Sebenarnya tim membuat Stefano Cugurra sempat memimpin lebih dulu melalui Irfan Jaya pada menit kesembilan. Dan selanjutnya adalah gol dari Visakha yang menyamakan kedudukan melalui Paulo Victor pada menit ke-17 dan ke-63. Kemudian tendangan bebas indah dari Sovann Ouk pada menit ke-45 dan gol dari Jae-gun Lee pada menit ke-55. Mbarga pribadi pada menit ke-85. Dan ditutup oleh gol kedua Sovann Ouk pada menit ke-88. Skor menjadi 5-2 untuk kemenangan tim tamu.

Sekilas Profil Visakha FC

Mengalahkan Bali United Membuka mata publik yang mencintai sepak bola Indonesia, kami merasa bahwa label sepak bola Kamboja masih jauh di bawah, namun melalui salah satu klubnya, kami telah ditampar keras.

10 Foto Merayakan Gelar Eropa Pertama untuk AS Roma

Bagaimana bisa, Visakha FC adalah klub yang setua jagung, pada 10 Februari 2017 yang diprakarsai oleh Sar Sokha yang merupakan sekretaris kementerian pendidikan, pemuda dan olahraga Kamboja. Dan pemilik klub alias presiden Visakha itu ternyata seorang wanita bernama Ke Suon Sophy.

Direktur klub adalah legenda sepak bola Kamboja, Hok Sochetra.

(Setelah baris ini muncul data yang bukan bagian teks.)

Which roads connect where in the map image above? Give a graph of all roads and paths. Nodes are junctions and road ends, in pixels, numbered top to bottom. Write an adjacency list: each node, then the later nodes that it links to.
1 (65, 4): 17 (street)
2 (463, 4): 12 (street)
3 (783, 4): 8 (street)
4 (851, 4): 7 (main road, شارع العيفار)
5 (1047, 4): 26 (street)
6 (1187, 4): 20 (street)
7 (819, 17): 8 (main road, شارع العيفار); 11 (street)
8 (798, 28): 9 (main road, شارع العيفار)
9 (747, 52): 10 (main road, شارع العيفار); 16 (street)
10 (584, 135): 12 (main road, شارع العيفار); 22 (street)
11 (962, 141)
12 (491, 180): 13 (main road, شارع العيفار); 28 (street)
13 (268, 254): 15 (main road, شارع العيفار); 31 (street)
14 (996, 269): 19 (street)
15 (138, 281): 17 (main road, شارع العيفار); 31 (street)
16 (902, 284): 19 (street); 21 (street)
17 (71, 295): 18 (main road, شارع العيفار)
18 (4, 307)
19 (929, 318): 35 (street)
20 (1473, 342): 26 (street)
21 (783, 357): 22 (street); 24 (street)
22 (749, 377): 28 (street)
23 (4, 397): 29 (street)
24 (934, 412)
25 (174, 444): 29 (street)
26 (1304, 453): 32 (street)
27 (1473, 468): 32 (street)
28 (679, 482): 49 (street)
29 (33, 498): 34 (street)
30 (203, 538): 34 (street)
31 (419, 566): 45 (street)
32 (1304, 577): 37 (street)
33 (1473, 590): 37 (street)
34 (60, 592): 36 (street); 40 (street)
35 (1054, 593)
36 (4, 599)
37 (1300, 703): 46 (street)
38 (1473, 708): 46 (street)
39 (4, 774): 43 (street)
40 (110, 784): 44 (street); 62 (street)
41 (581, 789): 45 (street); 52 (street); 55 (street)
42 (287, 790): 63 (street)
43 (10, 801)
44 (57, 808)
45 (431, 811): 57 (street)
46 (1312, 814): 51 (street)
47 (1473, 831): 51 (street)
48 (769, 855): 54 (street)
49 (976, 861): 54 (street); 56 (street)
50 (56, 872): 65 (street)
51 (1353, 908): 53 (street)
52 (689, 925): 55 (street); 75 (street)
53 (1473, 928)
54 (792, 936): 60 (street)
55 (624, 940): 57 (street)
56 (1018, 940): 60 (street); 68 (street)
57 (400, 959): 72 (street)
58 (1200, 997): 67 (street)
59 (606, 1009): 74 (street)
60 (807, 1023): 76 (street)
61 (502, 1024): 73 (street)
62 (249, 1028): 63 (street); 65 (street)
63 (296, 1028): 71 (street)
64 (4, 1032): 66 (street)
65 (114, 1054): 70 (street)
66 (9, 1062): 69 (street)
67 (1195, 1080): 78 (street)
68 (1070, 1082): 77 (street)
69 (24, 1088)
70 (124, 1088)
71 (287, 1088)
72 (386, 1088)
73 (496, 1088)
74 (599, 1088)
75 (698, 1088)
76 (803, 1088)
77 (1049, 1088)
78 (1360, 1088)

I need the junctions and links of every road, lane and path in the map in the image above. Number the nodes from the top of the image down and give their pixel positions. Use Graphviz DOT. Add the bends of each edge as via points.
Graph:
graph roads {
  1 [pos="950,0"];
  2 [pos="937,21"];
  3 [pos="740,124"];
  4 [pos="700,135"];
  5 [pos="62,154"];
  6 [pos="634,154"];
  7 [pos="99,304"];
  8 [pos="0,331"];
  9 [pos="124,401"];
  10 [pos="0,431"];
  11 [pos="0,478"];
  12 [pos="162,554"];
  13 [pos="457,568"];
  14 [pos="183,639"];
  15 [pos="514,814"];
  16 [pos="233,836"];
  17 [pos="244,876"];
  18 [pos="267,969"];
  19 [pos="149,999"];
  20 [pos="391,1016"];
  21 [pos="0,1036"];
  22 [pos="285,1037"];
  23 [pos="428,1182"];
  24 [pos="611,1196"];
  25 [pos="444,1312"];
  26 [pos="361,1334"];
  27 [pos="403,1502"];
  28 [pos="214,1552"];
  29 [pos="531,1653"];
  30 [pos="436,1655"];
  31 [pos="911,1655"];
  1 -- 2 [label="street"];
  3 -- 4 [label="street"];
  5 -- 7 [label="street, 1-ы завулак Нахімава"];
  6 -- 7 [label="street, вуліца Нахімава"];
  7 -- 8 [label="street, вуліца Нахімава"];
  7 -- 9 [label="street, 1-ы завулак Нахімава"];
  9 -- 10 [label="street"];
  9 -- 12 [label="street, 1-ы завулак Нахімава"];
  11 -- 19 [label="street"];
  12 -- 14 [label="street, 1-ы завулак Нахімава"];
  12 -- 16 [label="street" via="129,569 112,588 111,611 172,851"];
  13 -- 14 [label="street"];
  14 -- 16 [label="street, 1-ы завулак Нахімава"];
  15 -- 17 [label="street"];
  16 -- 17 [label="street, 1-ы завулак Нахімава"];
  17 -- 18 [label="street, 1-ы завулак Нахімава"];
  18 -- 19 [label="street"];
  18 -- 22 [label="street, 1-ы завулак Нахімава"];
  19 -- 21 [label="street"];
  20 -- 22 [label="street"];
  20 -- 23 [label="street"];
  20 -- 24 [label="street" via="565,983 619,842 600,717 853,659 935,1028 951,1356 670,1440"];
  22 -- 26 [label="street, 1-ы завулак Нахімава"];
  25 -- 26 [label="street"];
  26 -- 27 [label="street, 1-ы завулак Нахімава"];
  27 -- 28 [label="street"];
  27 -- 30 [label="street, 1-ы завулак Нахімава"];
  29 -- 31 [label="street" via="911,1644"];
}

Jadi melihat perkembangan Visakha yang begitu pesat sebenarnya tidak terlalu mengejutkan.

Saat pertama kali dibentuk, pada tahun pertama Visakha langsung mengikuti liga kasta kedua Kamboja dan keluar sebagai juara, sehingga hanya butuh waktu satu tahun bagi mereka untuk dipromosikan ke kasta tertinggi yaitu Liga Utama Kamboja (CPL).

Simak :   Timnas Basket Indonesia Punya Tugas Lain Usai Emas SEA Games 2021, Apa Itu?

Dan siapa sangka, Visakha bisa finis ketiga di musim debutnya dan raihan tertinggi mereka sejauh ini sebagai runner-up di musim 2019-20.

Visakha tampil di Asia dengan status juara piala domestik, yakni Hun Sen Cup 2021, trofi yang sama dengan yang mereka raih di tahun 2020.

Keseriusan Visakha FC

Apa yang ditulis oleh Visakha, tentu saja, tidak terjadi secara tiba-tiba. Klub yang diasuh oleh Lee Tae-Hoon ini memang serius dalam mengelola klub terutama dari segi infrastruktur, dan sekali lagi itu juga dilihat dari aspek bisnis dan juga pengembangan pemain muda yang tentunya sangat menguntungkan bagi sepak bola Kamboja. ekosistem di masa depan.

Sejak awal, klub yang bermarkas di utara ibu kota Kamboja, Phnom Penh ini telah mendapat dukungan finansial dari Prince Bank, bank terkemuka di Kamboja yang mendukung visi untuk mengembangkan talenta muda Kamboja agar bisa tampil kompetitif di panggung internasional. rumah SEA Games 2023.

Dan, di bawah kepemimpinan Ke Suon Sophy saat ini, Visakha juga mampu memiliki stadion, tempat latihan, pusat kebugaran sendiri, serta komponen pendukung kegiatan klub yang dikelola secara mandiri dan semuanya mengandalkan FIFA.

Visakha bermarkas di Prince Stadium yang berkapasitas 10.000 penonton dan telah membuat tim mulai dari kelompok usia U-14 hingga tim wanita.

Apa yang dilakukan Visakha adalah bagian dari revolusi sepakbola Kamboja, karena mereka sadar betul bahwa mereka masih tertinggal dibandingkan negara tetangga dan jika terus konsisten, bukan tidak mungkin level sepakbola Kamboja akan bersaing dengan Indonesia, Malaysia, Thailand, dan Vietnam.